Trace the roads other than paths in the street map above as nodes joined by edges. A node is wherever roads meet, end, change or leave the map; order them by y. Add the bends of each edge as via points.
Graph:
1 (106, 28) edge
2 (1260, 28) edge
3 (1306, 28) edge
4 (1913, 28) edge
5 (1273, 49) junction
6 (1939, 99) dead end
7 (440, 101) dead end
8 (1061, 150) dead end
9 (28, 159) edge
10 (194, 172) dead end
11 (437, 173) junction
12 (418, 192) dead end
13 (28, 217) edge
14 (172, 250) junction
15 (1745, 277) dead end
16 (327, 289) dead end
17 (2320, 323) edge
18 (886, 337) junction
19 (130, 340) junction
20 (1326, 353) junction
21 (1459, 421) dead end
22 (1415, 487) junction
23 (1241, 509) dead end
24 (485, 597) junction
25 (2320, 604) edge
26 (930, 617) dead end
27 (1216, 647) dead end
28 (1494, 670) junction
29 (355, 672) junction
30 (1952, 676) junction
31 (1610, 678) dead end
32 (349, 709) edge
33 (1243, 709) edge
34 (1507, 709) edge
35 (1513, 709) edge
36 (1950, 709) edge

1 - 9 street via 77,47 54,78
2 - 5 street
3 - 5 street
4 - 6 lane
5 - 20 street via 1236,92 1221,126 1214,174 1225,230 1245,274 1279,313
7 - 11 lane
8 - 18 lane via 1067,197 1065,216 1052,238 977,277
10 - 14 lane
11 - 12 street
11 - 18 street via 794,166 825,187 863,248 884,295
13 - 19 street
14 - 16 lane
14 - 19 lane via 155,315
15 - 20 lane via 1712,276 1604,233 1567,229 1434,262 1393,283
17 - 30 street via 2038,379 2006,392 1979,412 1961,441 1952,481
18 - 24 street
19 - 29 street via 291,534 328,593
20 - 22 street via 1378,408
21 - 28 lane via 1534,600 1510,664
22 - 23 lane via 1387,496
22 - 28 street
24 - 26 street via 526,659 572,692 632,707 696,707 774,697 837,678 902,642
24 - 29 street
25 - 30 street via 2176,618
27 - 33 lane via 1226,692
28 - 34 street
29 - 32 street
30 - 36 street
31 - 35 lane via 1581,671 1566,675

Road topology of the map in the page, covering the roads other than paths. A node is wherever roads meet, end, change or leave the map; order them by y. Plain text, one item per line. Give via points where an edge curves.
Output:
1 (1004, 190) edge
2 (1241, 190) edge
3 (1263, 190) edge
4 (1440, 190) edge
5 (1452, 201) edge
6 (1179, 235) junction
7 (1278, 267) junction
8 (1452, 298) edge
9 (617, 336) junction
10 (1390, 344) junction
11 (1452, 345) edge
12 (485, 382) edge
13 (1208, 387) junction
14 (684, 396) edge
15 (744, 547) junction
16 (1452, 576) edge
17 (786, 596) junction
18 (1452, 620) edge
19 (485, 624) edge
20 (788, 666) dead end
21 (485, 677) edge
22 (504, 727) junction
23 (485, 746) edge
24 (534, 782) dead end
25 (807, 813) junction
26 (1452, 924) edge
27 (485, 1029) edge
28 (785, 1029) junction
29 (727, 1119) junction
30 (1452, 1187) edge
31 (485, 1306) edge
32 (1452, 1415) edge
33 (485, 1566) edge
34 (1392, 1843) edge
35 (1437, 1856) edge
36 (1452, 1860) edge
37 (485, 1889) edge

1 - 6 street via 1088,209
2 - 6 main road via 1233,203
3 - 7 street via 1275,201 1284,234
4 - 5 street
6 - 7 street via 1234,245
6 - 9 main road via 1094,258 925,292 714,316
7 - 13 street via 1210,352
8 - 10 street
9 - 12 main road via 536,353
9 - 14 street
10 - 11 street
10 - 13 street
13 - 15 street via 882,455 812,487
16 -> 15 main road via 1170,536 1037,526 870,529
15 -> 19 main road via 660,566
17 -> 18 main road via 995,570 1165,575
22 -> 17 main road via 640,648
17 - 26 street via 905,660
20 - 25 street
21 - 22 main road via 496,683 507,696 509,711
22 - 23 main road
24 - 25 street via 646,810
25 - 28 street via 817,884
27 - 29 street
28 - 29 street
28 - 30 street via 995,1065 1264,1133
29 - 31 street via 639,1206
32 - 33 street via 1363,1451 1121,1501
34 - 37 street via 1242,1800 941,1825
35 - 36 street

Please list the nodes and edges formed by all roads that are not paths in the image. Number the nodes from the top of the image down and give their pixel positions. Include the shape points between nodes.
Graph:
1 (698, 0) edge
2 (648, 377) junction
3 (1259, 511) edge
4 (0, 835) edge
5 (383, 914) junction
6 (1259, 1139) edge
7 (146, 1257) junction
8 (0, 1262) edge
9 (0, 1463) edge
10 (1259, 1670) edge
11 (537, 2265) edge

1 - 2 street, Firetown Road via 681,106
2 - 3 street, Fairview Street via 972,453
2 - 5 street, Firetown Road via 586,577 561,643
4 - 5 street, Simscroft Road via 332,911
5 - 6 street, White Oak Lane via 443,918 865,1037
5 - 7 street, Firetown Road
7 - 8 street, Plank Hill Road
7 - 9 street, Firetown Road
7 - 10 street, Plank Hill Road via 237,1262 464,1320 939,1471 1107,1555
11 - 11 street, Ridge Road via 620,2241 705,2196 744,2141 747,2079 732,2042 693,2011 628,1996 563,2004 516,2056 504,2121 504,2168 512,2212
---------------
• ASSIGNED TASK:
Go through the entries above, and wherever a line holds the word "edges", copy that line.

• REPLY TO THE TASK:
Trace the roads other than paths in the street map above as nodes joined by edges. A node is wherever roads meet, end, change or leave the map; order them by y. Add the bends of each edge as via points.
Please list the nodes and edges formed by all roads that are not paths in the image. Number the nodes from the top of the image down and give their pixel positions. Include the shape points between nodes.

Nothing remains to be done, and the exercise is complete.